A CF/88 estabelece que “A saúde é direito de todos e dever do Estado, garantida mediante políticas sociais e econômicas que visem a redução do risco de doenças e de outros agravos e ao acesso universal e igualitário às ações e serviços para sua promoção, proteção e recuperação”.Nessa linha, apesar de ser um direito fundamental constitucional de segunda geração e cláusula pétrea, percebe-se que muitos cidadãos não têm acesso com a equidade desejada, necessitando de contratar operadoras de saúde privadas.Ou seja, infelizmente, o Estado, por muitas vezes, não consegue prover recursos suficientes para atender com eficiência e eficácia toda a população e igualdade material. Nessa linha de discussão, inicia-se o questionamento sobre a abrangência de serviços e o custo final ao consumidor dessas operadoras, para que haja equilíbrio e satisfação contratual sinalagmáticos. Por conseguinte, há um paradoxo a ser decifrado sobre o que o plano de saúde pode e quer cobrar e a aceitação e o aproveitamento do cliente usuário do serviço médico.
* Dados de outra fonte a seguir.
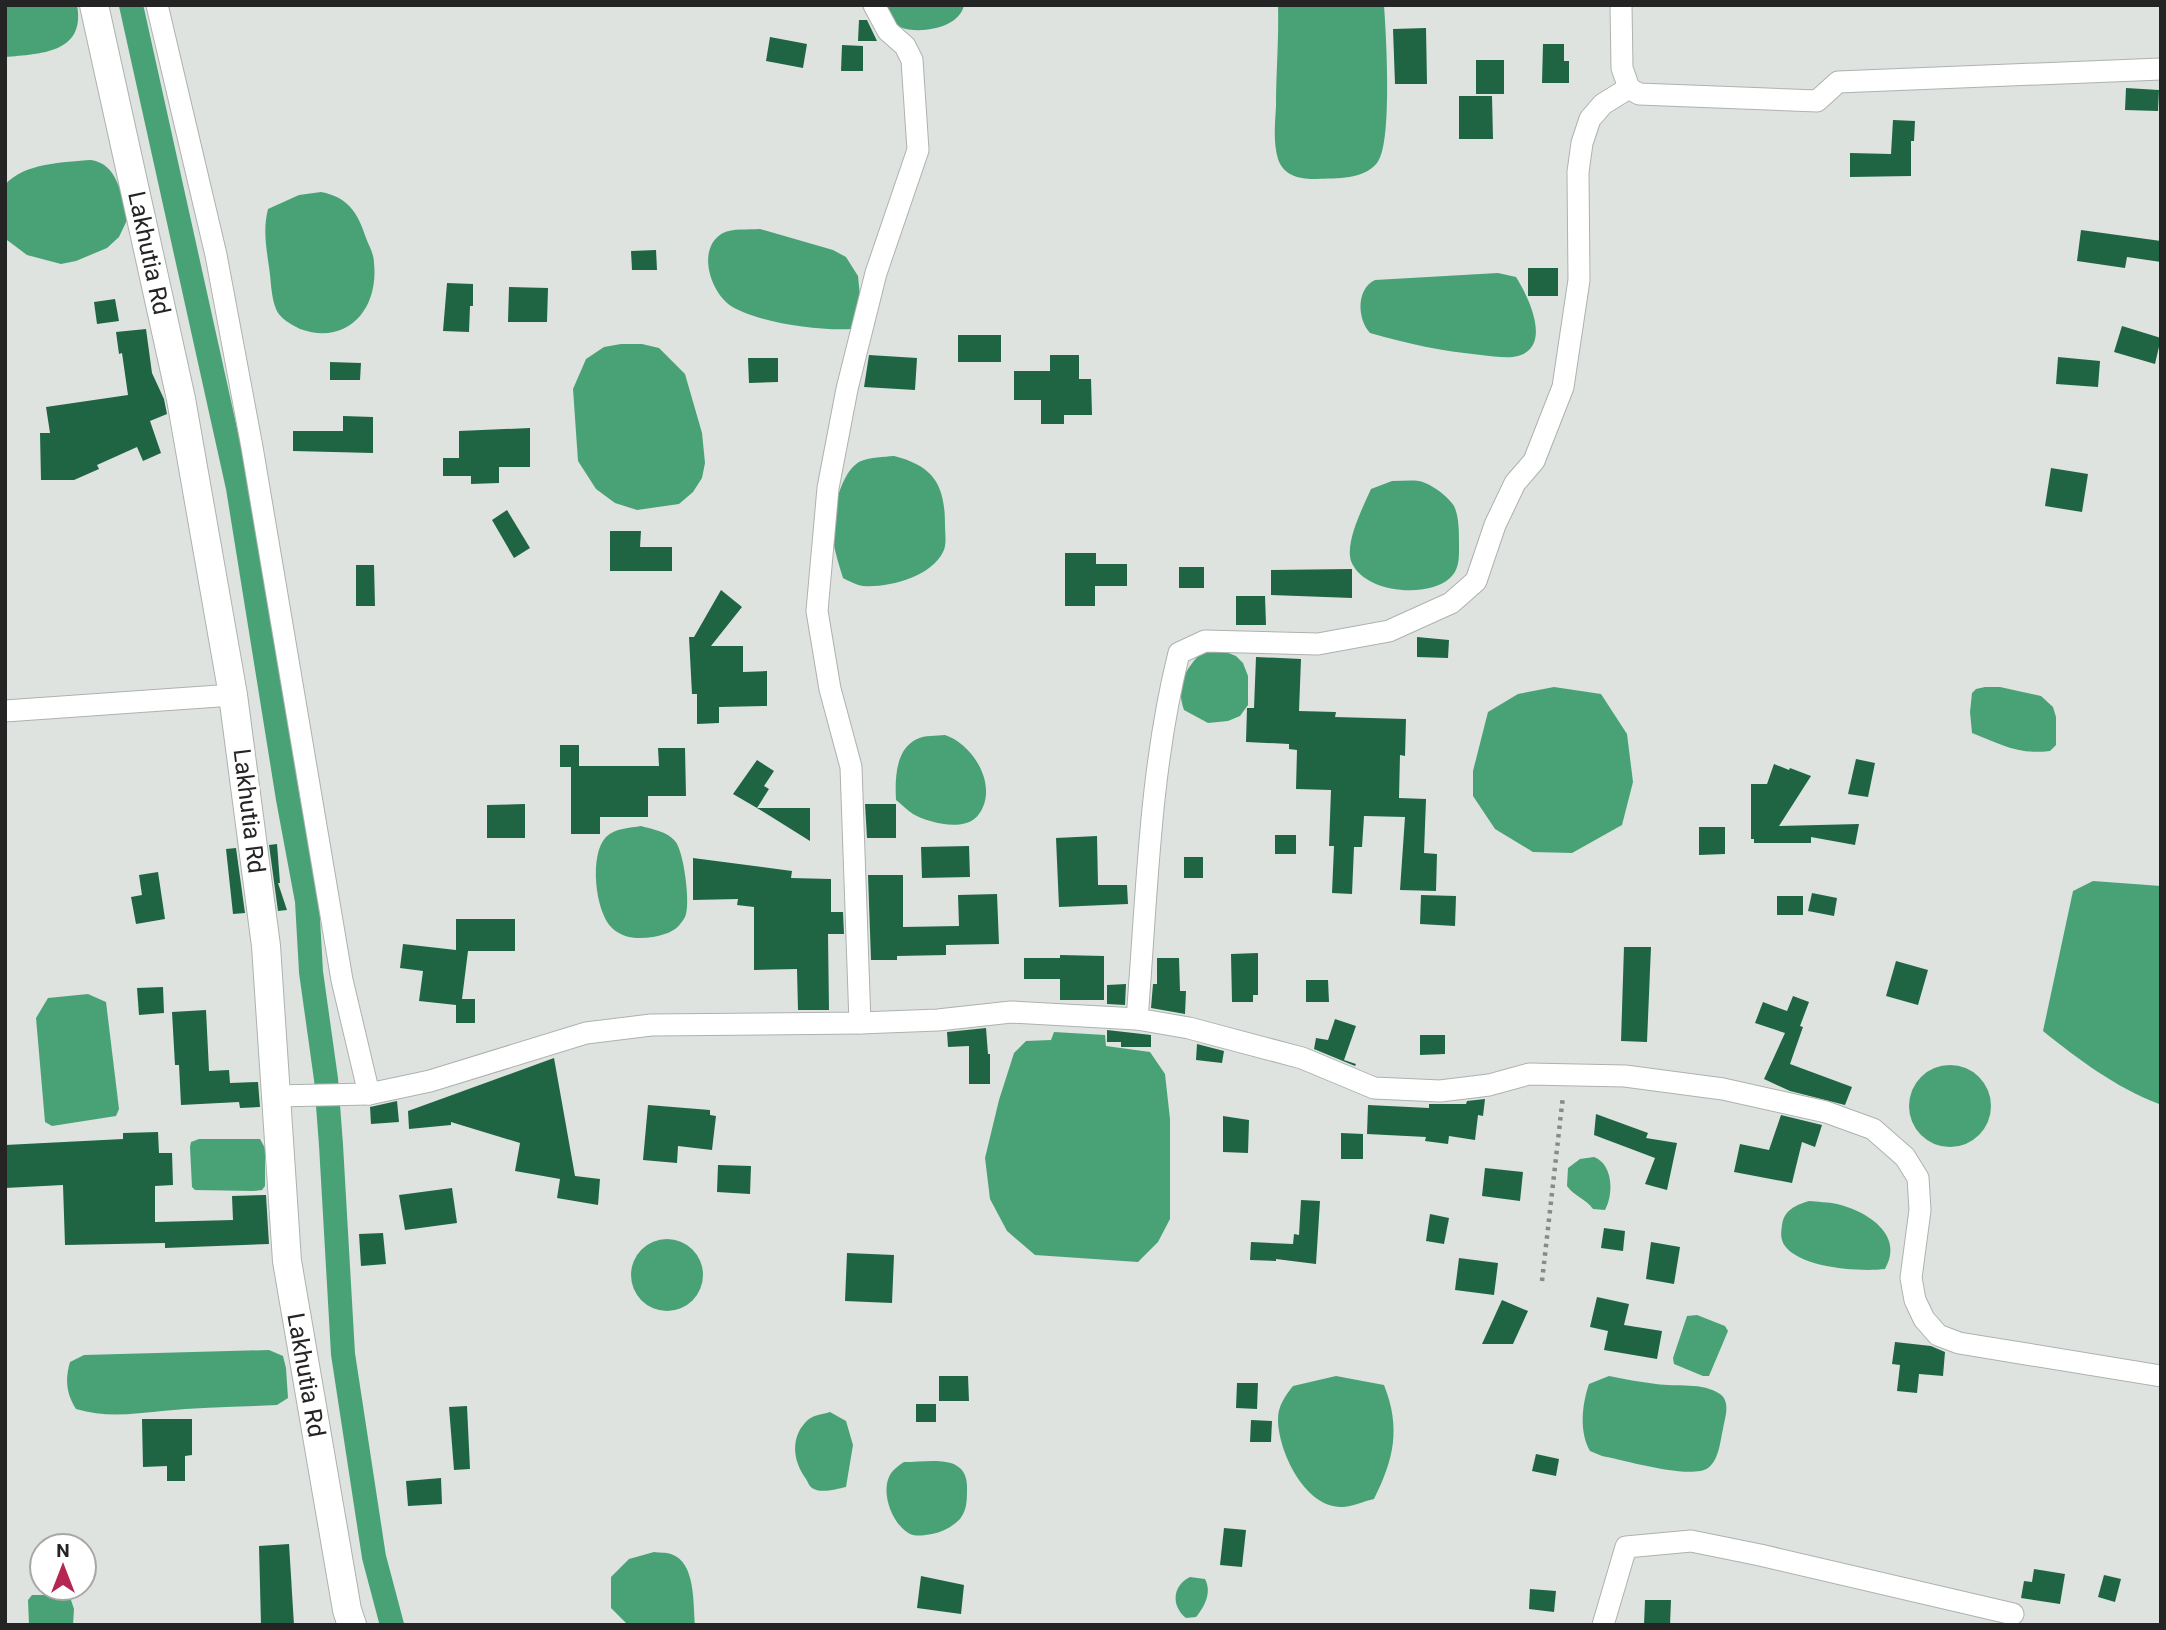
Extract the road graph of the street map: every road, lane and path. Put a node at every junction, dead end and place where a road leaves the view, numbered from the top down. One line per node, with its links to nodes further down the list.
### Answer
1 (94, 5): 7 (street, Lakhutia Rd)
2 (157, 5): 12 (street)
3 (874, 5): 10 (street)
4 (1621, 5): 6 (street)
5 (2161, 69): 6 (street)
6 (1629, 88): 9 (street)
7 (233, 695): 8 (street); 13 (street, Lakhutia Rd)
8 (5, 711)
9 (1137, 1019): 10 (street); 11 (street)
10 (860, 1023): 12 (street)
11 (1566, 1074): 14 (path); 15 (street)
12 (369, 1094): 13 (street)
13 (275, 1096): 17 (street, Lakhutia Rd)
14 (1542, 1281)
15 (2161, 1376)
16 (2013, 1614): 18 (street)
17 (352, 1625)
18 (1603, 1625)

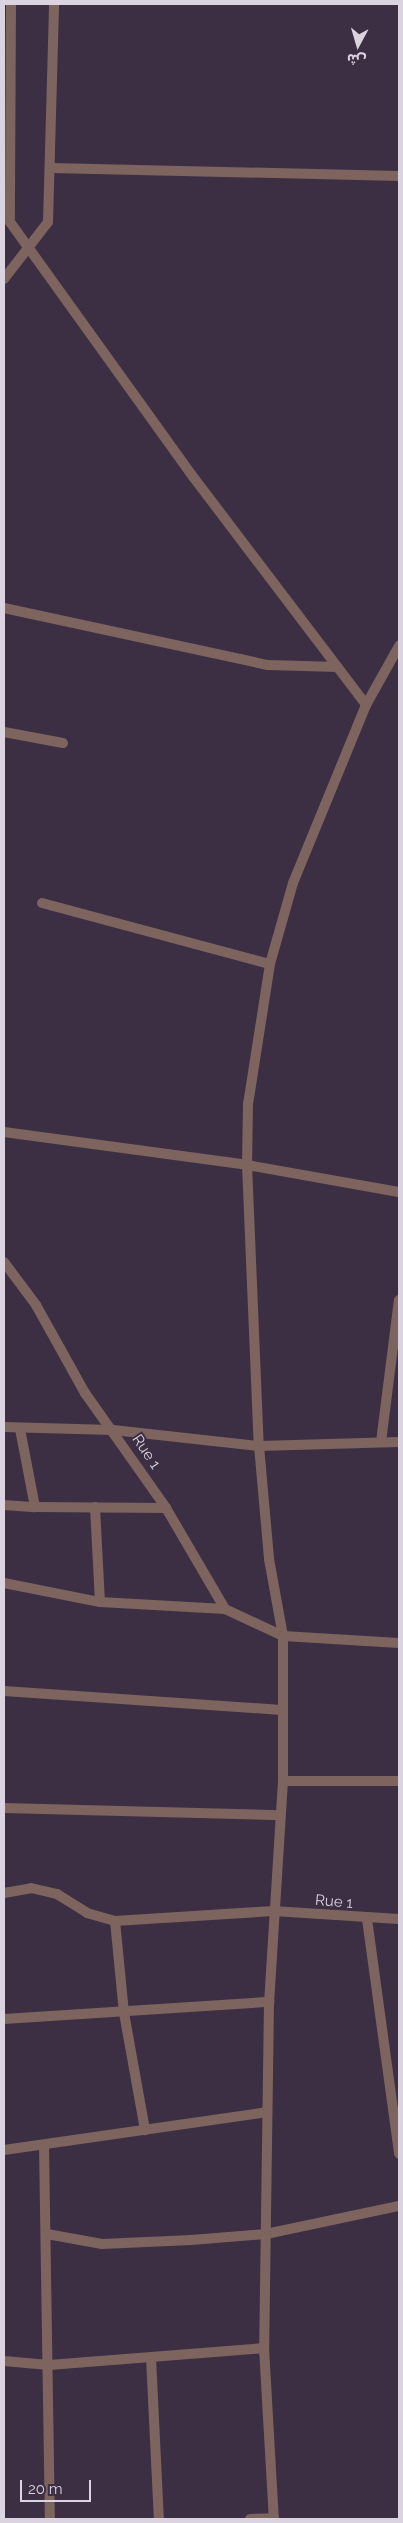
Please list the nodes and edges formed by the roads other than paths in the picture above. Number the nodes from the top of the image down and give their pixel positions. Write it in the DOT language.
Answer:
graph roads {
  1 [pos="10,4"];
  2 [pos="54,4"];
  3 [pos="51,168"];
  4 [pos="399,176"];
  5 [pos="29,251"];
  6 [pos="4,279"];
  7 [pos="4,608"];
  8 [pos="399,646"];
  9 [pos="337,667"];
  10 [pos="366,705"];
  11 [pos="4,732"];
  12 [pos="63,743"];
  13 [pos="42,903"];
  14 [pos="270,964"];
  15 [pos="4,1132"];
  16 [pos="247,1165"];
  17 [pos="399,1192"];
  18 [pos="4,1262"];
  19 [pos="399,1300"];
  20 [pos="4,1427"];
  21 [pos="20,1429"];
  22 [pos="113,1430"];
  23 [pos="381,1442"];
  24 [pos="399,1442"];
  25 [pos="259,1446"];
  26 [pos="4,1505"];
  27 [pos="35,1507"];
  28 [pos="95,1507"];
  29 [pos="166,1508"];
  30 [pos="4,1583"];
  31 [pos="100,1602"];
  32 [pos="225,1609"];
  33 [pos="283,1636"];
  34 [pos="399,1643"];
  35 [pos="4,1691"];
  36 [pos="281,1710"];
  37 [pos="283,1781"];
  38 [pos="399,1781"];
  39 [pos="4,1808"];
  40 [pos="280,1815"];
  41 [pos="4,1893"];
  42 [pos="273,1912"];
  43 [pos="367,1919"];
  44 [pos="399,1919"];
  45 [pos="115,1921"];
  46 [pos="270,2002"];
  47 [pos="124,2013"];
  48 [pos="4,2019"];
  49 [pos="394,2082"];
  50 [pos="267,2112"];
  51 [pos="145,2130"];
  52 [pos="44,2145"];
  53 [pos="4,2150"];
  54 [pos="399,2154"];
  55 [pos="399,2206"];
  56 [pos="47,2234"];
  57 [pos="266,2234"];
  58 [pos="264,2348"];
  59 [pos="151,2358"];
  60 [pos="4,2361"];
  61 [pos="48,2365"];
  62 [pos="274,2518"];
  63 [pos="50,2519"];
  64 [pos="159,2519"];
  65 [pos="250,2519"];
  1 -- 5 [label="street"];
  2 -- 3 [label="street"];
  3 -- 4 [label="street"];
  3 -- 5 [label="street"];
  5 -- 6 [label="street"];
  5 -- 9 [label="street"];
  7 -- 9 [label="street"];
  8 -- 10 [label="street"];
  9 -- 10 [label="street"];
  10 -- 14 [label="street"];
  11 -- 12 [label="street"];
  13 -- 14 [label="street"];
  14 -- 16 [label="street"];
  15 -- 16 [label="street"];
  16 -- 17 [label="street"];
  16 -- 25 [label="street"];
  18 -- 22 [label="street, Rue 1"];
  19 -- 23 [label="street"];
  20 -- 21 [label="street"];
  21 -- 22 [label="street"];
  21 -- 27 [label="street"];
  22 -- 25 [label="street"];
  22 -- 29 [label="street, Rue 1"];
  23 -- 24 [label="street"];
  23 -- 25 [label="street"];
  25 -- 33 [label="street"];
  26 -- 27 [label="street"];
  27 -- 28 [label="street"];
  28 -- 29 [label="street"];
  28 -- 31 [label="street"];
  29 -- 32 [label="street, Rue 1"];
  30 -- 31 [label="street"];
  31 -- 32 [label="street"];
  32 -- 33 [label="street"];
  33 -- 34 [label="street"];
  33 -- 36 [label="street"];
  35 -- 36 [label="street"];
  36 -- 37 [label="street"];
  37 -- 38 [label="street"];
  37 -- 40 [label="street"];
  39 -- 40 [label="street"];
  40 -- 42 [label="street"];
  41 -- 45 [label="street, Rue 1"];
  42 -- 43 [label="street, Rue 1"];
  42 -- 45 [label="street, Rue 1"];
  42 -- 46 [label="street"];
  43 -- 44 [label="street"];
  43 -- 49 [label="street, Rue 1"];
  45 -- 47 [label="street"];
  46 -- 47 [label="street"];
  46 -- 50 [label="street"];
  47 -- 48 [label="street"];
  47 -- 51 [label="street"];
  49 -- 54 [label="street, Rue 1"];
  50 -- 51 [label="street"];
  50 -- 57 [label="street"];
  51 -- 52 [label="street"];
  52 -- 53 [label="street"];
  52 -- 56 [label="street"];
  55 -- 57 [label="street"];
  56 -- 57 [label="street"];
  56 -- 61 [label="street"];
  57 -- 58 [label="street"];
  58 -- 59 [label="street"];
  58 -- 62 [label="street"];
  59 -- 61 [label="street"];
  59 -- 64 [label="street"];
  60 -- 61 [label="street"];
  61 -- 63 [label="street"];
  62 -- 65 [label="street"];
}
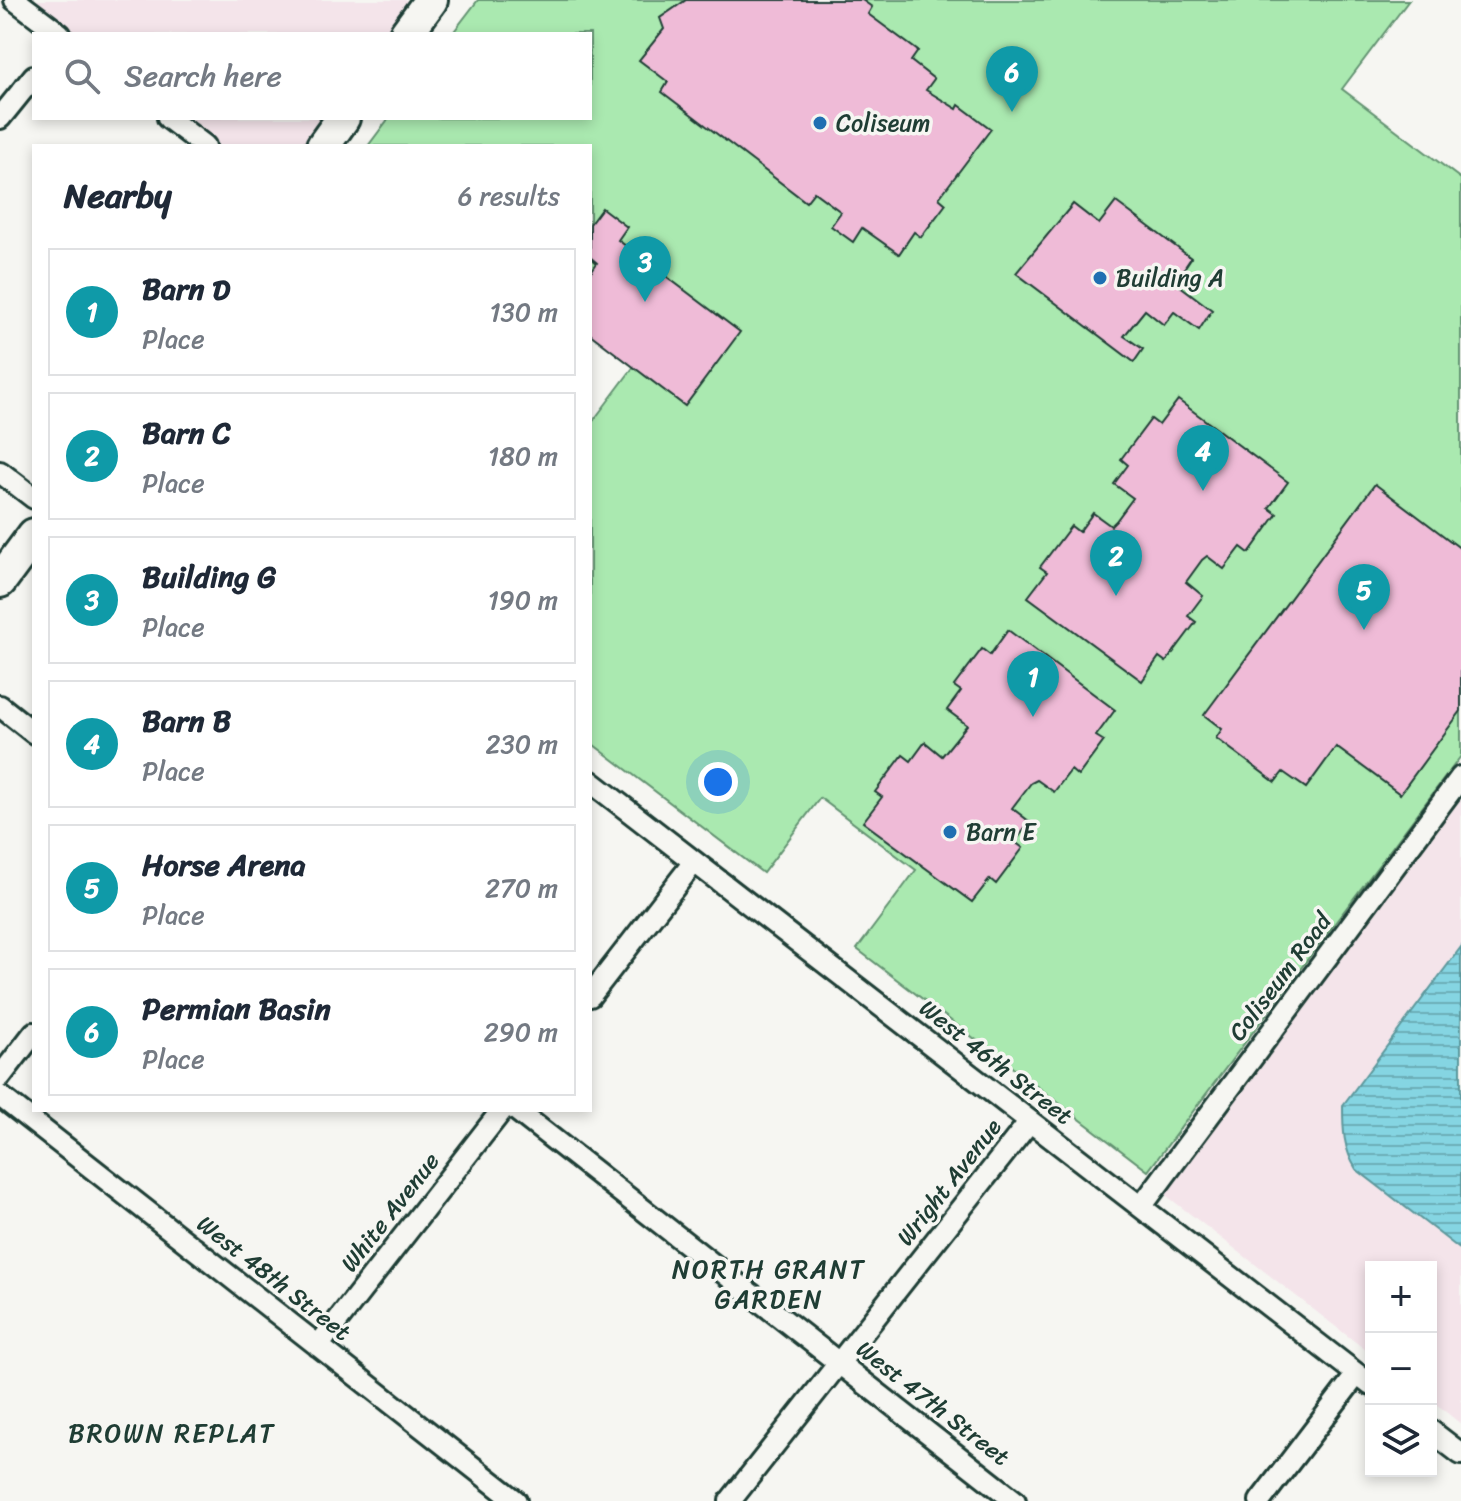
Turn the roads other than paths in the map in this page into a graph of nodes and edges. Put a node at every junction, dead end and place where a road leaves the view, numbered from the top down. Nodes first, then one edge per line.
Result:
1 (15, 0) edge
2 (431, 0) edge
3 (57, 32) edge
4 (407, 32) edge
5 (32, 78) edge
6 (0, 118) edge
7 (171, 120) edge
8 (342, 120) edge
9 (202, 144) edge
10 (324, 144) edge
11 (0, 472) edge
12 (32, 496) edge
13 (32, 538) edge
14 (0, 581) edge
15 (0, 706) edge
16 (32, 731) edge
17 (1461, 777) edge
18 (592, 783) edge
19 (694, 862) junction
20 (592, 993) edge
21 (32, 1036) edge
22 (0, 1077) edge
23 (0, 1096) edge
24 (500, 1112) edge
25 (519, 1112) edge
26 (1030, 1121) junction
27 (1141, 1207) junction
28 (318, 1346) junction
29 (838, 1362) junction
30 (1364, 1380) edge
31 (1437, 1436) edge
32 (1461, 1454) edge
33 (516, 1501) edge
34 (730, 1501) edge
35 (1015, 1501) edge
36 (1260, 1501) edge

1 - 3 street
2 - 4 main road
5 - 6 street
7 - 9 street
8 - 10 main road
11 - 12 street
13 - 14 main road
15 - 16 street
17 - 27 street, Coliseum Road
18 - 19 street, West 46th Street
19 - 20 street
19 - 26 street, West 46th Street
21 - 22 street
23 - 28 street, West 48th Street
24 - 28 street, White Avenue
25 - 29 street, West 47th Street
26 - 27 street, West 46th Street
26 - 29 street, Wright Avenue
27 - 30 street, West 46th Street
28 - 33 street, West 48th Street
29 - 34 street, Wright Avenue
29 - 35 street, West 47th Street
30 - 36 street
31 - 32 street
Inicialmente, deve-se observar que há o ponto de vista da operadora e do consumidor do serviço. Nessa linha, quando uma pessoa contrata um plano de saúde, espera um contrato justo com abrangência de atendimentos preestabelecidos e custo-benefício positivados- pois tem, na teoria, um “serviço público à disposição”. Todavia, na visão da operadora de planos de saúde, a grande questão a ser colocada em xeque é quais serviços a serem listados no atendimento, qual o custo final para se obter lucro e evitar a todo o custo da judiciarização da saúde, com prejuízos a ambas as partes. Diante do exposto, os dois polos de atuação têm interesses opostos, mas necessitam de uma atuação mutualista para a continuidade de atendimento. Destarte, se o consumidor parar de pagar, a operadora não conseguirá atender, com afinco, o cliente e irá aumentar os custos de manutenção administrativa e reduzir a lista de atendimentos, criando um ciclo vicioso deficitário.
Outrossim, após toda a explanação supracitada, faz- se mister destacar o julgamento recente dos ministros do STJ sobre a taxatividade relativa do rol de medicamentos da ANS. Nessa perspectiva, foi decidido que “As operadoras não são obrigadas a arcar com tratamentos que não constem na lista da ANS, se nela existir alternativa igualmente eficaz, efetiva e segura já incorporada”. Consequentemente, quando um indivíduo contrata um plano de saúde no Brasil e necessita de um medicamento que não esteja nesse rol taxativo, deve constatar se não existe um substituto terapêutico para adentrar com processo judicial e obter, com celeridade, o fármaco específico.
Entretanto, muitos começaram a questionar a respeito da intenção intrínseca deste julgado em relação ao possível beneficiário imediato: a operadora, com redução de custos com a redução do leque de atendimentos ou os consumidores, com o arrefecimento das remarcações das cobranças mensais. Segundo a senadora Nil Godinho, “é gravíssima a decisão do STJ de desobrigar planos de saúde a darem cobertura aos procedimentos que não estejam no rol taxativo da ANS, isso vai afetar os autistas, pessoas com deficiência e doenças raras”. Nessa toada, percebe-se que essa questão coaduna com a pretérita questão da saúde individual e coletiva, permitindo ao leitor a indagação sobre a viabilidade de se tentar colocar numa lista alguns medicamentos específicos e atender somente uma camada da população, sem se preocupar com o coletivo e a proteção universal proposta pela CF/88.
Além disso, é cediço que o poder Judiciário está abarrotado de processos repetitivos sobre a utilização de medicamentos que estão fora da lista taxativa da ANS e corrobora com a ideia dos ministros do STJ em restringir os fármacos acessíveis aos consumidores. Nessa linha de pensamento, percebe-se que a questão da saúde no Brasil denota preocupação por parte do Estado provedor e pelos usuários dos serviços financiadores de todo este sistema público e privado.Nesse ângulo, num futuro muito próximo, todos os envolvidos visualizarão o aproveitamento ou não deste importante julgado dos ministros do STJ, mas a certeza atual é que tanto o governo irá arcar com a judiciarização excessiva sobre acesso á saúde quanto os cidadãos, que foram excluídos da lista da ANS, e tentarão, a todo o custo, proteger suas famílias. Para finalizar, faz-se necessário refletir sobre o pensamento do filósofo John Rawls “a justiça é a primeira virtude das instituições sociais e todo indivíduo tem direito à inviolabilidade pessoal que não pode ser sobreposta para atender o bem-estar de toda a sociedade, além disso, não se pode conceber que o sacrifício imposto a alguns seja maior que a soma de vantagens obtidas pela maioria”.